What is needed | Output the entries below so that they read exactly as they do now.

Data for review |
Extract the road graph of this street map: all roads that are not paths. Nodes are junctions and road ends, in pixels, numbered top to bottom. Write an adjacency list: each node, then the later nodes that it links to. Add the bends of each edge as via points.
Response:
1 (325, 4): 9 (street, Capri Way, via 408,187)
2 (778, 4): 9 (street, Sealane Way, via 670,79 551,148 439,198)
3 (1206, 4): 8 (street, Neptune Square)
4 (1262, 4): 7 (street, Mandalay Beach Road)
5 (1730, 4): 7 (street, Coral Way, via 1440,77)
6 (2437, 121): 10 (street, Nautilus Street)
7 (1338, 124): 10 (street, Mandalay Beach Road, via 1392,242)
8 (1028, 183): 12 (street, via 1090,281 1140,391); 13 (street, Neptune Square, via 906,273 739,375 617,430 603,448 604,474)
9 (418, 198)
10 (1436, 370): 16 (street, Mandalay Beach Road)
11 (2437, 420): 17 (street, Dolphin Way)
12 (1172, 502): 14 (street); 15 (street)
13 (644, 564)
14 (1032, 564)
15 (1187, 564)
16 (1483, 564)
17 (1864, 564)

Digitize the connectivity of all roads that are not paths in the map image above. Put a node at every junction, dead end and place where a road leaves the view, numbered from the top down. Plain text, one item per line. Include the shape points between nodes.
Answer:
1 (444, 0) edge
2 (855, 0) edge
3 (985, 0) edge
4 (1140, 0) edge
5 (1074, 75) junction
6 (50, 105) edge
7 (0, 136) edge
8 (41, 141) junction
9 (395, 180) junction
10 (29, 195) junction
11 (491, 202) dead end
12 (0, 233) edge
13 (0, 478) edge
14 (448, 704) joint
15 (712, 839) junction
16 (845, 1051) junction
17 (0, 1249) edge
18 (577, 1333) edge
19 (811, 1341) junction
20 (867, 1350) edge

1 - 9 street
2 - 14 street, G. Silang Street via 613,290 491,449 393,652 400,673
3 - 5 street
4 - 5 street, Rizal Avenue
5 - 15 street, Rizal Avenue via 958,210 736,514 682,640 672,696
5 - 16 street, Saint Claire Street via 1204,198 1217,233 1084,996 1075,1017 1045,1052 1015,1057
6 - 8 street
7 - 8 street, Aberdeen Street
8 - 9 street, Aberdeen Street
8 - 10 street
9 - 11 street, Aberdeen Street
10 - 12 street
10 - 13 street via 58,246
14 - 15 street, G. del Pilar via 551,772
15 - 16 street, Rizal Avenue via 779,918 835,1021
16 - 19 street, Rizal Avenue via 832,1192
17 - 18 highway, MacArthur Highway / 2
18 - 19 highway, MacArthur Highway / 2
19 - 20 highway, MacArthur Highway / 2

Written response |
Extract the road graph of this street map: all roads that are not paths. Nodes are junctions and road ends, in pixels, numbered top to bottom. Write an adjacency list: each node, then the later nodes that it links to. Add the bends of each edge as via points.
Response:
1 (325, 4): 9 (street, Capri Way, via 408,187)
2 (778, 4): 9 (street, Sealane Way, via 670,79 551,148 439,198)
3 (1206, 4): 8 (street, Neptune Square)
4 (1262, 4): 7 (street, Mandalay Beach Road)
5 (1730, 4): 7 (street, Coral Way, via 1440,77)
6 (2437, 121): 10 (street, Nautilus Street)
7 (1338, 124): 10 (street, Mandalay Beach Road, via 1392,242)
8 (1028, 183): 12 (street, via 1090,281 1140,391); 13 (street, Neptune Square, via 906,273 739,375 617,430 603,448 604,474)
9 (418, 198)
10 (1436, 370): 16 (street, Mandalay Beach Road)
11 (2437, 420): 17 (street, Dolphin Way)
12 (1172, 502): 14 (street); 15 (street)
13 (644, 564)
14 (1032, 564)
15 (1187, 564)
16 (1483, 564)
17 (1864, 564)

Digitize the connectivity of all roads that are not paths in the map image above. Put a node at every junction, dead end and place where a road leaves the view, numbered from the top down. Plain text, one item per line. Include the shape points between nodes.
Answer:
1 (444, 0) edge
2 (855, 0) edge
3 (985, 0) edge
4 (1140, 0) edge
5 (1074, 75) junction
6 (50, 105) edge
7 (0, 136) edge
8 (41, 141) junction
9 (395, 180) junction
10 (29, 195) junction
11 (491, 202) dead end
12 (0, 233) edge
13 (0, 478) edge
14 (448, 704) joint
15 (712, 839) junction
16 (845, 1051) junction
17 (0, 1249) edge
18 (577, 1333) edge
19 (811, 1341) junction
20 (867, 1350) edge

1 - 9 street
2 - 14 street, G. Silang Street via 613,290 491,449 393,652 400,673
3 - 5 street
4 - 5 street, Rizal Avenue
5 - 15 street, Rizal Avenue via 958,210 736,514 682,640 672,696
5 - 16 street, Saint Claire Street via 1204,198 1217,233 1084,996 1075,1017 1045,1052 1015,1057
6 - 8 street
7 - 8 street, Aberdeen Street
8 - 9 street, Aberdeen Street
8 - 10 street
9 - 11 street, Aberdeen Street
10 - 12 street
10 - 13 street via 58,246
14 - 15 street, G. del Pilar via 551,772
15 - 16 street, Rizal Avenue via 779,918 835,1021
16 - 19 street, Rizal Avenue via 832,1192
17 - 18 highway, MacArthur Highway / 2
18 - 19 highway, MacArthur Highway / 2
19 - 20 highway, MacArthur Highway / 2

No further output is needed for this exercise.